Growing up in the city never led me to believe that one day I would be a tree loving, Jeep riding, mountain dweller. But that’s bullshit. I knew on some level that I belonged in the wild. I can remember sitting in my grandparent’s backyard in the outskirts of Chicago, digging up rocks and dirt with a shovel and a toothbrush, thinking I had hit the archaeological jackpot. If I wasn’t outside, I pretended I was.
Thanks to books, my appreciation of literature beyond my years, and being an avid reader growing up, my imagination took me to places I could only dream of. Between the enchanted forests of J.R.R. Tolkien and the wavering seas of Sir Hemingway, I always imagined a place other than where my mud covered Vans usually stood. Most of my childhood involved a hot pink and turquoise Huffy, taking on shaded Prairie Path trails, searching for solitude in nearby woods.
If I have anyone to thank for my sense of wanderlust, it would be my grandmother. Mother to 8 children, she was a loving housewife, who made a killer Sunday gravy and would rock Jimi Hendrix while chopping onions, with curlers in her hair. Don’t get me wrong though, she wasn’t just a typical housewife or mom. She was an adventurer, and a pioneer. She would strap me in the car and just drive, with no destination in mind. Some of my best memories involve me and her just cruisin’ with the windows down, singing along to whatever tape was in the deck. Even though she loved her life, she always wanted more. She wanted to travel, to see the world, and experience new things. The only problem was my less than willing grandfather, who was a homebody and liked it that way. They were the definition of “opposites attract.” However, my grandmother never lost her sense of wanderlust and managed to travel quite a bit throughout her life. Up until her final days, she talked of her drives from the California coast and seeing the Rocky Mountains and the roaring rapids. She would reminisce about the white beaches of Acapulco, Mexico and the rolling green hills of Ireland. She always encouraged me to chase my dreams, and to never settle for things in life that don’t satisfy my soul.

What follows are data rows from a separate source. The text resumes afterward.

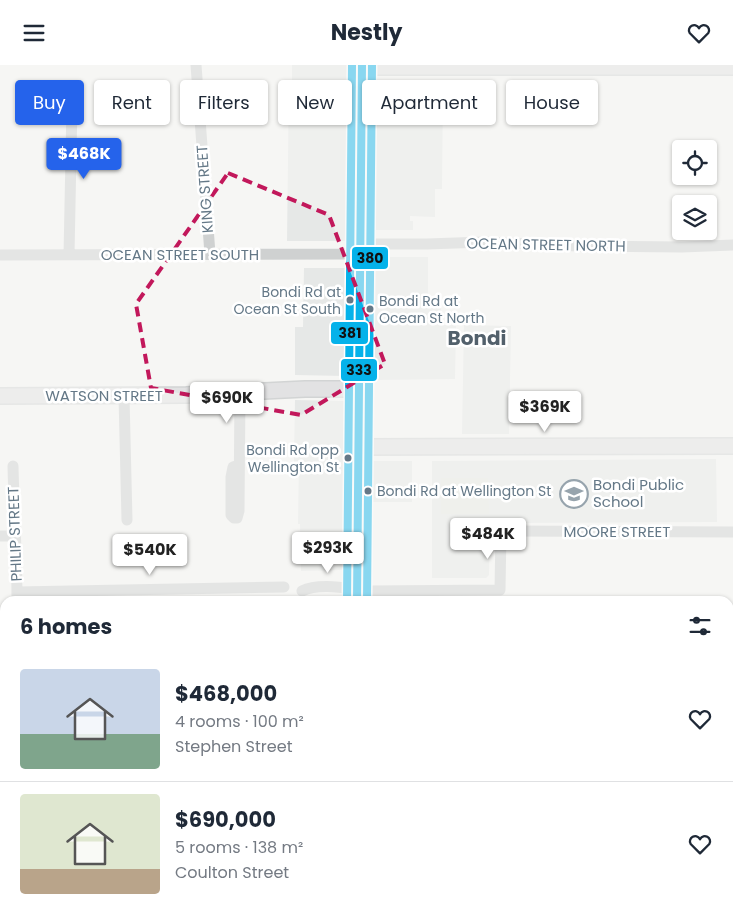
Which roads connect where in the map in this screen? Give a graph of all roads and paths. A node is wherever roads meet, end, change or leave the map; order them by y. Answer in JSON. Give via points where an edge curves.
{"nodes":[{"id":1,"x":196,"y":65,"type":"edge"},
{"id":2,"x":362,"y":66,"type":"edge"},
{"id":3,"x":733,"y":67,"type":"edge"},
{"id":4,"x":72,"y":125,"type":"edge"},
{"id":5,"x":733,"y":245,"type":"edge"},
{"id":6,"x":359,"y":249,"type":"junction"},
{"id":7,"x":210,"y":254,"type":"junction"},
{"id":8,"x":0,"y":255,"type":"edge"},
{"id":9,"x":69,"y":255,"type":"junction"},
{"id":10,"x":359,"y":389,"type":"junction"},
{"id":11,"x":240,"y":393,"type":"junction"},
{"id":12,"x":0,"y":396,"type":"edge"},
{"id":13,"x":124,"y":396,"type":"junction"},
{"id":14,"x":358,"y":447,"type":"junction"},
{"id":15,"x":733,"y":447,"type":"edge"},
{"id":16,"x":238,"y":465,"type":"dead end"},
{"id":17,"x":13,"y":466,"type":"dead end"},
{"id":18,"x":127,"y":520,"type":"dead end"},
{"id":19,"x":733,"y":532,"type":"edge"},
{"id":20,"x":0,"y":536,"type":"edge"},
{"id":21,"x":14,"y":536,"type":"junction"},
{"id":22,"x":284,"y":587,"type":"dead end"},
{"id":23,"x":302,"y":591,"type":"dead end"},
{"id":24,"x":357,"y":595,"type":"edge"},
{"id":25,"x":17,"y":596,"type":"edge"},
{"id":26,"x":44,"y":596,"type":"edge"}],
"edges":[{"from":1,"to":7,"type":"street","name":"KING STREET"},
{"from":2,"to":3,"type":"street"},
{"from":2,"to":6,"type":"main road"},
{"from":4,"to":9,"type":"street"},
{"from":5,"to":6,"type":"street","name":"OCEAN STREET NORTH","via":[[578,247],[484,242],[376,244]]},
{"from":6,"to":7,"type":"street","name":"OCEAN STREET SOUTH","via":[[344,254]]},
{"from":6,"to":10,"type":"main road"},
{"from":7,"to":9,"type":"street","name":"OCEAN STREET SOUTH"},
{"from":8,"to":9,"type":"street","name":"OCEAN STREET SOUTH"},
{"from":10,"to":11,"type":"street","name":"WATSON STREET"},
{"from":10,"to":14,"type":"main road"},
{"from":11,"to":13,"type":"street","name":"WATSON STREET"},
{"from":11,"to":16,"type":"street","via":[[241,453]]},
{"from":12,"to":13,"type":"street","name":"WATSON STREET"},
{"from":13,"to":18,"type":"street"},
{"from":14,"to":15,"type":"street"},
{"from":14,"to":24,"type":"main road"},
{"from":17,"to":21,"type":"street","name":"PHILIP STREET"},
{"from":19,"to":24,"type":"street","name":"MOORE STREET","via":[[502,531],[500,589],[369,591]]},
{"from":20,"to":21,"type":"street"},
{"from":21,"to":25,"type":"street","name":"PHILIP STREET"},
{"from":22,"to":26,"type":"street"},
{"from":23,"to":24,"type":"street","via":[[348,587]]}]}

It took me 6 months after she died, to pack up my small life in the cornfields of Illinois, put them on a Budget truck and move across the country. I had one destination in mind; Colorado. The first time I ever laid eyes on the lush green furs, and the snow capped peaks, I suddenly knew my life’s purpose. Okay, maybe I didn’t know my life’s purpose exactly, but I knew the mountains belonged in my life. And from that point on, it’s been an addiction, and a necessity in my life. Chasing the unknown, and heading in an unfamiliar direction, however thrilling it is, it is also equally challenging. You have to prepare yourself for failure, success, and the ability to manage both. Chasing your dreams isn’t cliché when it actually happens to you. There’s a specific moment when you can look around and feel accomplished for the life that you had worked so damn hard for. Wanderlust to some may be fantasy, unrealistic, and unimportant; but I would have to disagree. Wanderlust pushes people to experience new cultures, new situations, and gives life to once forgotten dreams. It makes us feel like kids again, and gives a new meaning to everyday life. Life is short, and if anything else, it is certain to end.
As much as I admire my grandmother, I strive everyday to not make the same mistakes she did. I do not want to be 83 years old, with a list of regrets, asking myself “what if?’ That’s why I took the leap, signed the new lease, and bid my home state farewell. Your life was meant to be lived for you, and not anyone else. Chase the far-fetched dreams, buy the plane ticket, and get in your car and just drive. Wherever it is you want to go, whatever it is you want to do, just do it. You get one life. Make sure it’s one your grandmother would be proud of.